Ants can select from several discrete actions, indicated by an integer value:

- `0`: Null action (i.e. no change to the environment)
- `1 - 4`: Move in one of the four ordinal directions (if possible)
- `5`: Take a fixed amount of food from the ants location (if possible)
- `6`: Deposit a fixed amount of food from the ants location (if possible)
- `7+`: Deposit a fixed amount of signal at the ants location

Note that actions can be selected, but may not be possible e.g. attempting
to move to an occupied cell, or taking food from an empty cell. In this
case there will be no change in state due to the chosen action.

### Observations

Individual agent observations also consist of several components.

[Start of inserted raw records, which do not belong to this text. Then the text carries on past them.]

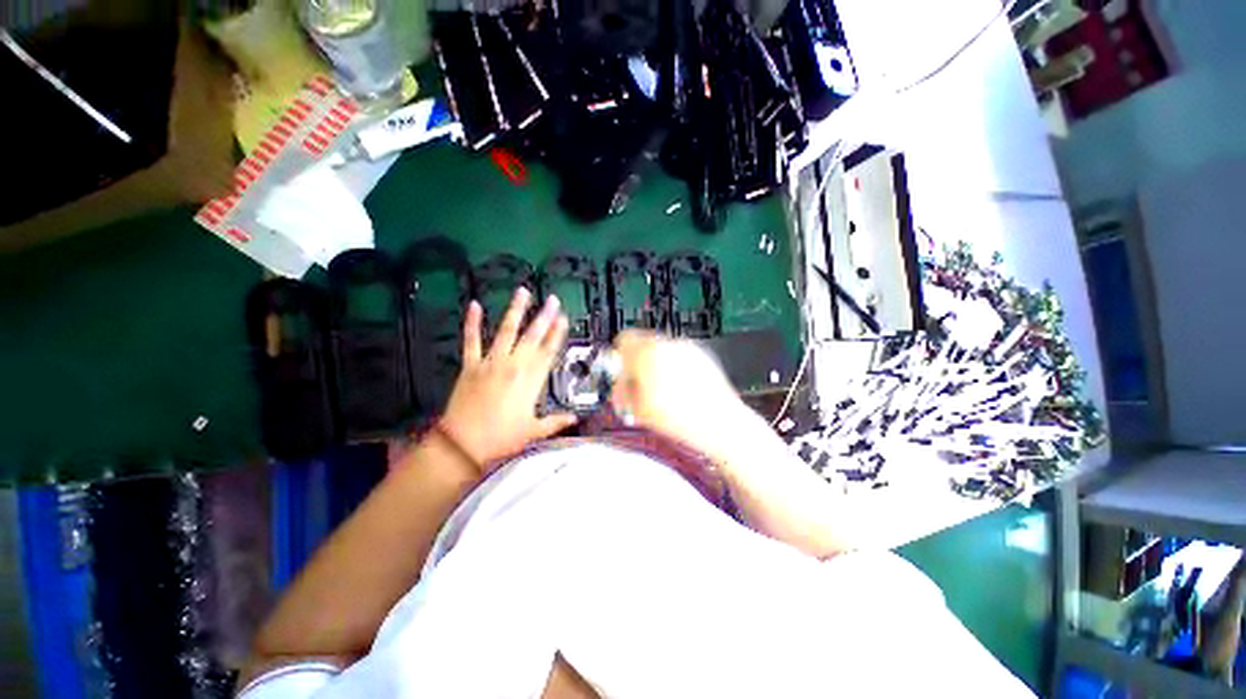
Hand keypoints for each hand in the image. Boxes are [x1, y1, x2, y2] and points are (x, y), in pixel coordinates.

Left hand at [438, 288, 577, 472]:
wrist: (463, 443)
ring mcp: (491, 363)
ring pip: (506, 331)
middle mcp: (514, 366)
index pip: (548, 352)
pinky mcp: (470, 365)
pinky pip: (471, 340)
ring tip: (523, 291)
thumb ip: (556, 422)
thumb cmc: (502, 438)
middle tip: (552, 299)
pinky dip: (472, 323)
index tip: (564, 318)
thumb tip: (576, 417)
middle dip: (544, 316)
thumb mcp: (534, 431)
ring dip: (516, 310)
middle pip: (532, 337)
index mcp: (531, 381)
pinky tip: (475, 305)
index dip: (557, 334)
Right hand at [610, 330, 764, 462]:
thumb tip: (618, 385)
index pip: (624, 339)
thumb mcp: (639, 410)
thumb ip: (622, 392)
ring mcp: (687, 348)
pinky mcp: (702, 355)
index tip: (621, 371)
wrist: (720, 423)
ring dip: (656, 364)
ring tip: (663, 390)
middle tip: (639, 385)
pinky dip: (673, 366)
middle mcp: (668, 344)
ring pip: (661, 349)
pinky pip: (678, 354)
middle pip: (643, 344)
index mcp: (649, 353)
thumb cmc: (679, 419)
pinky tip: (680, 389)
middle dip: (638, 362)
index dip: (619, 356)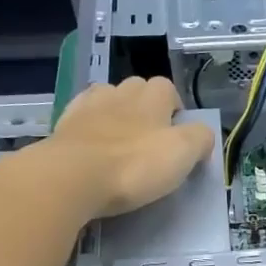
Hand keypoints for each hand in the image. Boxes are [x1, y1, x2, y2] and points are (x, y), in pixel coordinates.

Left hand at [37, 76, 215, 218]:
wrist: (74, 176)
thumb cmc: (135, 165)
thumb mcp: (183, 153)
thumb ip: (200, 138)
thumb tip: (202, 135)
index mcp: (152, 97)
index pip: (169, 89)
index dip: (175, 108)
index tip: (177, 134)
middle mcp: (120, 92)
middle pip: (137, 89)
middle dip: (145, 106)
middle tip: (149, 139)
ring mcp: (88, 106)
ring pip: (107, 98)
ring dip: (115, 112)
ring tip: (119, 140)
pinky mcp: (64, 125)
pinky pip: (81, 117)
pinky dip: (89, 126)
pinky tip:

Observations are
individually made for the local neighbourhood of each ant, i.e. the 8 surrounding
cells on the environment grid, and their own cell:

- `ants`: Flag indicating if a cell in the neighbourhood is occupied by an ant,
  for the single colony environment this has shape `[n-ants, 9]`, but in the multi-colony
  case this is `[n-ants, n-colonies, 9]` where the second dimensions indicates the
  individual colonies.
- `signals`: Signal deposits in the neighbourhood (across all channels), signals are
  observed individually for each colony.
- `food`: Food deposits within the neighbourhood.
- `nest`: Flag indicating if a neighbouring cell is designated as a nest.
- `terrain`: Flag indicating if a neighbouring cell can be occupied.
- `carrying`: Amount of food currently being carried by each ant.

### Rewards

By default, rewards are granted to ants when they deposit food on their colonies nest.
Reward signals customised by implementing the respective base classes
`thants.mono.rewards.RewardFn` or `thants.multi.rewards.RewardFn`.